Читать книгу Kuiper und die verschwundene Millionärin - Reinhold Grundguth - Страница 9
1975 - Die Rückkehr
ОглавлениеAls er die Türe zu seiner Wohnung öffnete, hörte er das vertraute leise Schnarren auf der gegenüberliegenden Seite. Frau Müller hatte seine Ankunft mitbekommen, wie immer. Sie lag den ganzen Tag auf der Lauer. Wenn der Aufzug hielt, wenn Schritte auf dem Flur zu hören waren, bewegte sie den Schieber ihres Türspions, um sich zu überzeugen, dass er oder ein anderer Bewohner des vierzehnten Stockwerks die Geräusche verursachte - und nicht ein Einbrecher oder ein ungebetener Gast.

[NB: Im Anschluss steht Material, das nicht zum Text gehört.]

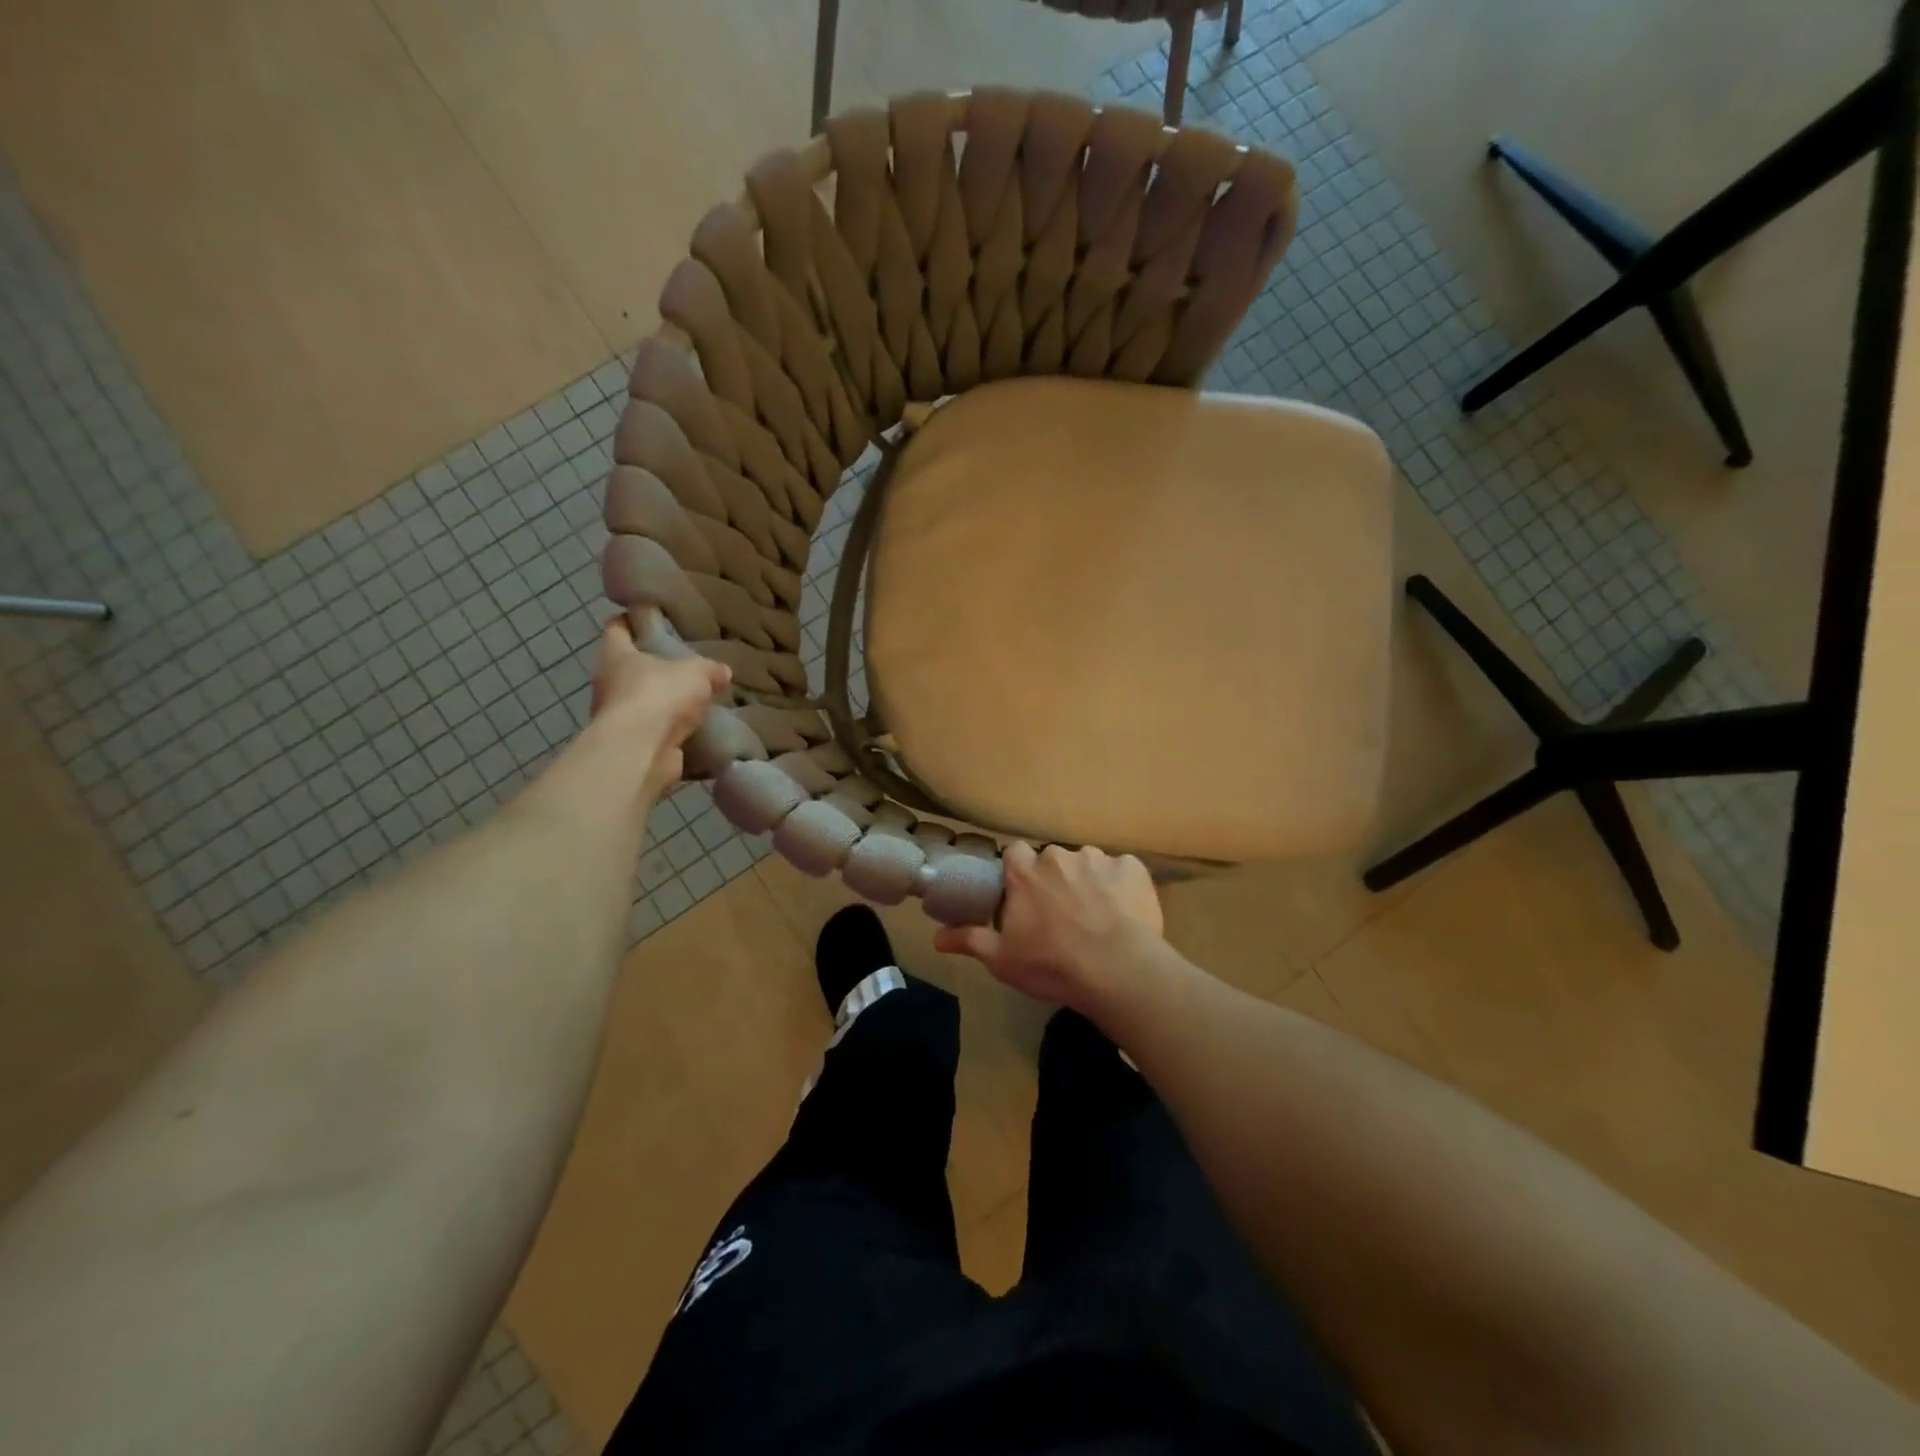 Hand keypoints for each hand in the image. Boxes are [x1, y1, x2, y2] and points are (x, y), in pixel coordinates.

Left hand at [589, 617, 730, 794]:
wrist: (641, 751)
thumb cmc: (659, 696)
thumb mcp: (695, 673)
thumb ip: (709, 669)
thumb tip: (722, 671)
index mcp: (616, 656)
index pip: (617, 629)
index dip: (631, 620)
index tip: (648, 618)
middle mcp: (608, 684)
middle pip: (627, 667)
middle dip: (652, 666)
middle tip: (681, 664)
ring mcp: (617, 717)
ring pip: (640, 701)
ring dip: (660, 702)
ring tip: (692, 700)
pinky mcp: (630, 744)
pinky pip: (652, 731)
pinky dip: (668, 730)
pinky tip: (691, 730)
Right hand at [934, 843, 1163, 1010]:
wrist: (1117, 969)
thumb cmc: (1052, 964)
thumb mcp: (1003, 959)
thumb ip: (970, 940)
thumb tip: (936, 938)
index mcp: (1025, 872)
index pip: (1014, 854)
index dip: (1019, 873)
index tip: (1024, 896)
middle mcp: (1059, 855)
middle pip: (1052, 860)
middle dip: (1055, 880)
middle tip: (1060, 914)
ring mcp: (1098, 858)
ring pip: (1088, 864)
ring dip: (1088, 882)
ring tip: (1096, 916)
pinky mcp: (1132, 868)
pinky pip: (1123, 871)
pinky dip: (1121, 886)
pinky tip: (1124, 913) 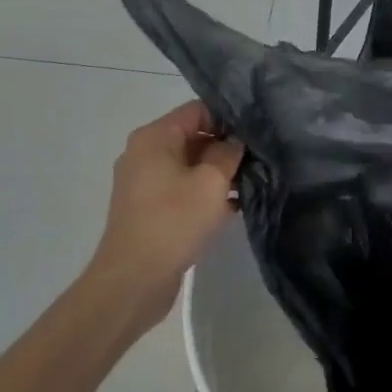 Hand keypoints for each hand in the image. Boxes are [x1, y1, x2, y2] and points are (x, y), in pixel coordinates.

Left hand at [88, 101, 242, 334]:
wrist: (132, 281)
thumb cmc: (173, 222)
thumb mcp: (210, 183)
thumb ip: (228, 154)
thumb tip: (234, 142)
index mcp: (154, 137)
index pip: (198, 110)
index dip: (228, 119)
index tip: (255, 134)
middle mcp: (144, 152)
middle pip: (193, 136)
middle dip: (225, 148)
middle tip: (258, 160)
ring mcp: (144, 182)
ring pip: (189, 165)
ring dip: (218, 174)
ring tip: (251, 184)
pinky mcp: (148, 208)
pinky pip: (181, 189)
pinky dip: (203, 194)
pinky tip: (233, 207) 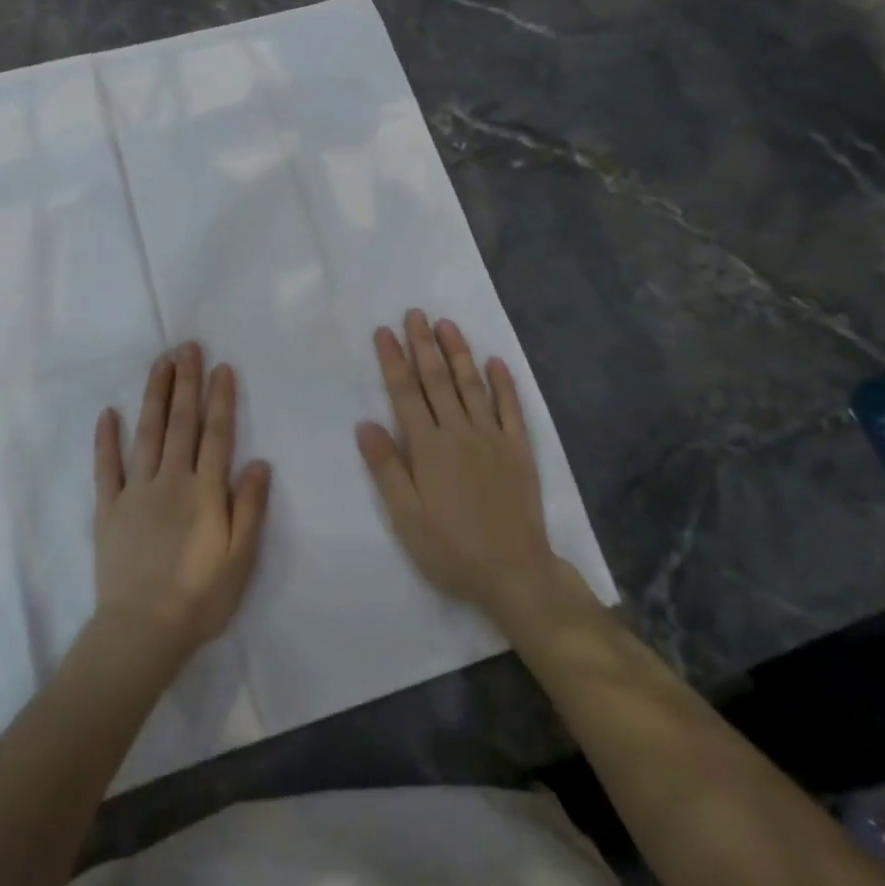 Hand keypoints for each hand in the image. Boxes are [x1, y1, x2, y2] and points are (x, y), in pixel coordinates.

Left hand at [93, 342, 270, 660]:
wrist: (142, 632)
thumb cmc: (200, 598)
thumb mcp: (240, 558)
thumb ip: (249, 508)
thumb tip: (258, 462)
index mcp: (204, 492)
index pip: (216, 434)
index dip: (220, 399)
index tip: (221, 367)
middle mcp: (170, 480)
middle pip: (180, 423)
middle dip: (186, 382)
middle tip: (187, 347)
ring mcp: (135, 492)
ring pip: (146, 433)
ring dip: (154, 396)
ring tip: (160, 364)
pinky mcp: (108, 509)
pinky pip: (106, 468)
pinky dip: (106, 439)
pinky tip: (108, 413)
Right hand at [356, 310, 568, 623]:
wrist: (513, 572)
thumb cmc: (450, 549)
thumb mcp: (406, 518)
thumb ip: (386, 468)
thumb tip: (365, 423)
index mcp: (428, 448)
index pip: (405, 393)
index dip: (393, 360)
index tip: (383, 331)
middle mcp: (459, 432)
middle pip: (437, 380)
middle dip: (423, 344)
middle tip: (415, 313)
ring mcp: (492, 438)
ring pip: (472, 385)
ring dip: (458, 352)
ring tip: (447, 324)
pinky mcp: (519, 449)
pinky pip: (510, 408)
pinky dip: (503, 383)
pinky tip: (496, 361) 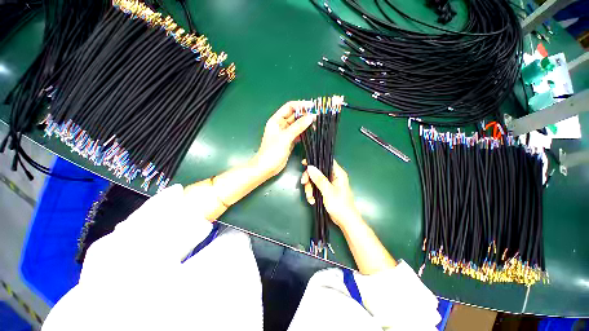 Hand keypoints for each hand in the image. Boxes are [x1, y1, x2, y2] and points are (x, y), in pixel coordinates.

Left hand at [253, 101, 314, 178]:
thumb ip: (298, 127)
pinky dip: (304, 132)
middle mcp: (281, 125)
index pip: (289, 107)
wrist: (267, 167)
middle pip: (294, 116)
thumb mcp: (285, 137)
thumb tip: (310, 117)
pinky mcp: (289, 141)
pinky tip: (311, 132)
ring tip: (316, 124)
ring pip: (297, 125)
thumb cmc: (272, 151)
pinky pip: (298, 134)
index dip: (300, 105)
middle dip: (305, 115)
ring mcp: (286, 134)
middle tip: (317, 116)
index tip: (312, 106)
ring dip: (305, 124)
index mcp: (276, 120)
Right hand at [300, 159, 362, 228]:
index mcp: (337, 173)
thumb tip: (310, 167)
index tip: (304, 164)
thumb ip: (319, 179)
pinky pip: (315, 188)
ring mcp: (329, 184)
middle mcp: (333, 177)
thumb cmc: (340, 205)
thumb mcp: (328, 191)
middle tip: (303, 183)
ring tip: (310, 198)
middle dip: (309, 179)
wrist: (345, 221)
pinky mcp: (325, 191)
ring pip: (314, 181)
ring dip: (310, 189)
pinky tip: (312, 201)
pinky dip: (312, 194)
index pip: (325, 161)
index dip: (315, 161)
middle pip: (317, 172) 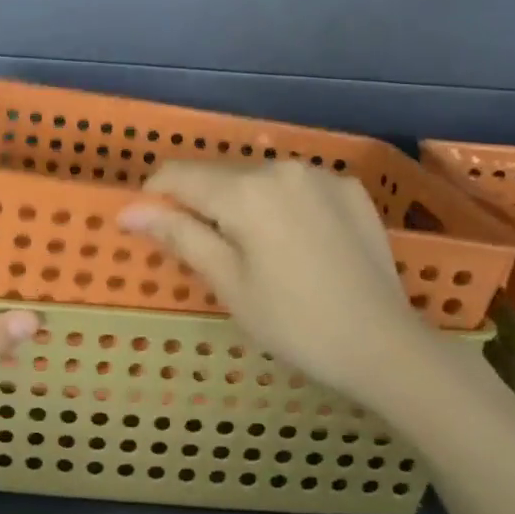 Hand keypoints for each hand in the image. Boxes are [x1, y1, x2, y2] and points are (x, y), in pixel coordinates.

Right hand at [118, 161, 433, 409]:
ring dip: (239, 201)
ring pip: (256, 176)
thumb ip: (179, 235)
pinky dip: (279, 203)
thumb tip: (129, 210)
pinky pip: (295, 184)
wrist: (385, 346)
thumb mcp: (228, 283)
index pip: (178, 174)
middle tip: (204, 250)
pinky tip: (293, 241)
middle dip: (199, 202)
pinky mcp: (349, 188)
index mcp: (245, 191)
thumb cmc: (294, 323)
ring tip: (251, 249)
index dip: (155, 196)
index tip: (151, 227)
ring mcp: (320, 174)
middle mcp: (280, 167)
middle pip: (218, 174) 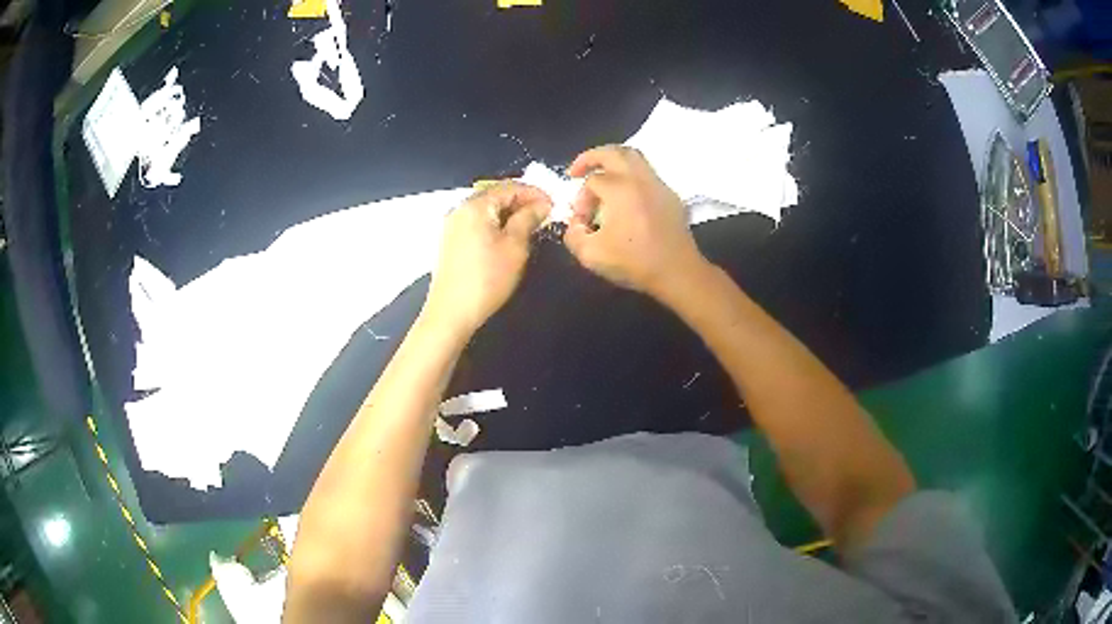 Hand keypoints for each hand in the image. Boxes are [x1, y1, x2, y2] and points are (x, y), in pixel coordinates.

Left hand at [423, 182, 551, 337]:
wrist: (451, 313)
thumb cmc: (487, 278)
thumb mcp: (515, 247)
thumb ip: (528, 219)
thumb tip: (541, 204)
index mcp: (475, 205)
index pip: (509, 187)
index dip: (534, 193)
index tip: (554, 205)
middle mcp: (460, 209)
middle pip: (495, 195)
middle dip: (521, 202)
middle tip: (544, 215)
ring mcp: (452, 225)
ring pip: (486, 210)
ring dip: (509, 214)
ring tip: (530, 226)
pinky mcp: (450, 242)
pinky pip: (477, 223)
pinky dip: (495, 224)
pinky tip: (508, 237)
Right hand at [563, 145, 706, 299]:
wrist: (677, 272)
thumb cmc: (635, 263)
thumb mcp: (591, 255)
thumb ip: (573, 235)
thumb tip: (575, 223)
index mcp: (620, 189)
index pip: (591, 181)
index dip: (580, 199)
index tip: (582, 220)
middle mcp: (639, 179)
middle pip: (613, 152)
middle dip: (590, 157)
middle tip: (576, 170)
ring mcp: (658, 184)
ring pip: (633, 157)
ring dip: (612, 161)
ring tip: (600, 174)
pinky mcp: (670, 194)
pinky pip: (647, 173)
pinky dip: (630, 174)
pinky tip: (625, 194) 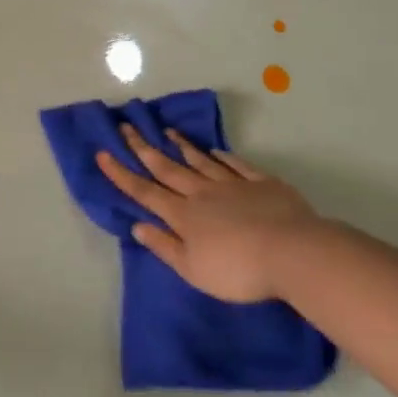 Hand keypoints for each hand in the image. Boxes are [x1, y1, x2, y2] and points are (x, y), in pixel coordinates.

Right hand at [95, 125, 330, 303]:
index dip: (121, 173)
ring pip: (201, 161)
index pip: (144, 191)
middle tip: (126, 127)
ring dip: (181, 147)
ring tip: (167, 132)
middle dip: (143, 148)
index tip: (103, 153)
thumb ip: (164, 246)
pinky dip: (223, 157)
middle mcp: (202, 193)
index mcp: (183, 215)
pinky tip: (216, 151)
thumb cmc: (238, 270)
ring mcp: (234, 184)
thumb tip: (138, 226)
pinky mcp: (263, 183)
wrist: (294, 253)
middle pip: (168, 168)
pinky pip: (237, 165)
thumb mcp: (193, 269) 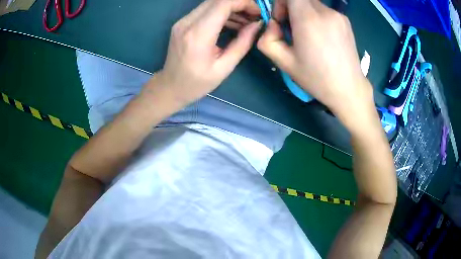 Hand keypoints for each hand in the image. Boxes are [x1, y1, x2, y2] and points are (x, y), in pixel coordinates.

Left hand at [152, 0, 261, 105]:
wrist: (170, 87)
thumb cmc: (197, 83)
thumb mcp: (224, 68)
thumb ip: (242, 43)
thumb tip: (257, 25)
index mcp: (198, 35)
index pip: (222, 4)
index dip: (243, 3)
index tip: (258, 12)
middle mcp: (187, 23)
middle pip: (217, 0)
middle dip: (240, 4)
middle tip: (254, 16)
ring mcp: (182, 21)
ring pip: (212, 3)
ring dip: (232, 8)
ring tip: (246, 21)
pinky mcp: (182, 22)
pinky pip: (205, 10)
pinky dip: (222, 12)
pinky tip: (233, 23)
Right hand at [257, 0, 374, 125]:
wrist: (348, 89)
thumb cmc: (316, 78)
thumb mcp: (283, 62)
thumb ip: (267, 38)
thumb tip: (273, 24)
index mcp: (308, 19)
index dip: (281, 3)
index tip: (282, 20)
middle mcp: (325, 12)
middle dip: (291, 8)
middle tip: (293, 29)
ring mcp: (338, 15)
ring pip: (312, 4)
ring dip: (304, 14)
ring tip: (309, 36)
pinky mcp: (346, 20)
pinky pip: (324, 11)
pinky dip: (317, 18)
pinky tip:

Er wusste, dass sie innerhalb der nächsten zehn Minuten bei ihm klingeln und ihn mit irgendeiner Belanglosigkeit behelligen würde. Hauptsache, sie fand wieder ein Opfer. Er seufzte, aber er würde sich auf das Spiel einlassen.
Er betrat seine Wohnung. Die Zimmer waren picobello aufgeräumt, Bad und Toilette glänzten, im Kühlschrank standen keine Lebensmittel mit abgelaufenem Verfallsdatum. Auf Ordnung legte er großen Wert; nichts war in seinen Augen schlimmer als die Rückkehr in eine schlampige Wohnung.
Er setzte sich auf die Couch an seinem Wohnzimmertisch und wartete. Tatsächlich klingelte es nach acht Minuten.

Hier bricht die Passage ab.